In the records, find every line with the word "Udenhäuser" and copy it out.
---+---
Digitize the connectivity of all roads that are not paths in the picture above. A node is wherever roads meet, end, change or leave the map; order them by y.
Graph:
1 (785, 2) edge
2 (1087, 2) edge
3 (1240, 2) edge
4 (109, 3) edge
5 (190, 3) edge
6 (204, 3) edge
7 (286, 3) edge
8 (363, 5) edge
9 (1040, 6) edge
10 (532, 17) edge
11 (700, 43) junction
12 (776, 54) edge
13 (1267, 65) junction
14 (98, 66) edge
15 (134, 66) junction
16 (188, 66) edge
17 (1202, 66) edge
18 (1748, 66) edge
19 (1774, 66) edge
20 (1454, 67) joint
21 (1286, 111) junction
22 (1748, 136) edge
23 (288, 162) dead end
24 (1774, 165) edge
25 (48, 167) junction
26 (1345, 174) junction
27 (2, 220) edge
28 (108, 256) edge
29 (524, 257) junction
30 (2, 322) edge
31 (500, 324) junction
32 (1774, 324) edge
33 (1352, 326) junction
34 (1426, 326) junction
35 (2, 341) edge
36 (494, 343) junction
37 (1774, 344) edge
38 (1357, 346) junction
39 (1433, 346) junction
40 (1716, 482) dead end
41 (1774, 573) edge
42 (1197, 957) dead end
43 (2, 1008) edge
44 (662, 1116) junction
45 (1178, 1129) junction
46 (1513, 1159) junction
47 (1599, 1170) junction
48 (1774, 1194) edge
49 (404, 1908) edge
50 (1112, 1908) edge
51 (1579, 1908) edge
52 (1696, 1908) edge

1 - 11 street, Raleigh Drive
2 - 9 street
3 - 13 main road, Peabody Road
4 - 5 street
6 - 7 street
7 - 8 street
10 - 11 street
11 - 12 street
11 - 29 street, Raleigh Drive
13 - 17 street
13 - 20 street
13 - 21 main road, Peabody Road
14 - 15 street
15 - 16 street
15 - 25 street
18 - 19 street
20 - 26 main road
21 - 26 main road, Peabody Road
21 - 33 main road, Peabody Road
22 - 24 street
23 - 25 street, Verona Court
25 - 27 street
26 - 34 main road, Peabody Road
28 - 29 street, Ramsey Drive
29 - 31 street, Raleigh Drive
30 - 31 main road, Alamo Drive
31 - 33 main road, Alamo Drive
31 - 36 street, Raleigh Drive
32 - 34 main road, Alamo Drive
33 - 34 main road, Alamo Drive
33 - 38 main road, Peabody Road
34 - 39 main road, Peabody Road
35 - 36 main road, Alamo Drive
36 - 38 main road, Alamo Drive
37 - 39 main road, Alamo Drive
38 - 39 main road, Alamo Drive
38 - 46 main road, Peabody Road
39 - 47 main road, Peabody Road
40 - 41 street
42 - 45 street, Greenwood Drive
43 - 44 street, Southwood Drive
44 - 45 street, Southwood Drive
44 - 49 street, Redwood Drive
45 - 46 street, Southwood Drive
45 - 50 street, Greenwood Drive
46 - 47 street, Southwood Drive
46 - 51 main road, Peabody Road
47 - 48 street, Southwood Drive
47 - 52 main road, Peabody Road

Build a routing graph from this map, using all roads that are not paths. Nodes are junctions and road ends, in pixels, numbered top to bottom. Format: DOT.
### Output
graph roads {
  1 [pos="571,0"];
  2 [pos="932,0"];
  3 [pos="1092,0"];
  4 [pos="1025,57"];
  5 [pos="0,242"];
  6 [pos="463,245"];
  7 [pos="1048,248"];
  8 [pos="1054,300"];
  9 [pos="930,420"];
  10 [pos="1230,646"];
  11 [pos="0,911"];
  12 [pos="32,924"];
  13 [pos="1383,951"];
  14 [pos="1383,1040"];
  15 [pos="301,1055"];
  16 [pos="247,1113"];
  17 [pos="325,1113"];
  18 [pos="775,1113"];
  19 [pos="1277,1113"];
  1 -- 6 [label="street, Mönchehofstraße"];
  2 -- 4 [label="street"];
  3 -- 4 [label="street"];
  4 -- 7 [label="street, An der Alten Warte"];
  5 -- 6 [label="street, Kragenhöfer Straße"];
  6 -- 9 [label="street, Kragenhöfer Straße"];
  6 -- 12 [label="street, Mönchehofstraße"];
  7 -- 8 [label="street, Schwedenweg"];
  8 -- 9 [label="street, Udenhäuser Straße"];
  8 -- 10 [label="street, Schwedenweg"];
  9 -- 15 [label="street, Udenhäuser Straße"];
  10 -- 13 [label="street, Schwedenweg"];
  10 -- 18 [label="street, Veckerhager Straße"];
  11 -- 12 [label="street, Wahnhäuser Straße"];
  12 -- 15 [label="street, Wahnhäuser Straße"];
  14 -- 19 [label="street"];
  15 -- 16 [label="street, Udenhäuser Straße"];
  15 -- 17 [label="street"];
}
---+---
• _SOLUTION TO THIS PROBLEM_:
  8 -- 9 [label="street, Udenhäuser Straße"];
  9 -- 15 [label="street, Udenhäuser Straße"];
  15 -- 16 [label="street, Udenhäuser Straße"];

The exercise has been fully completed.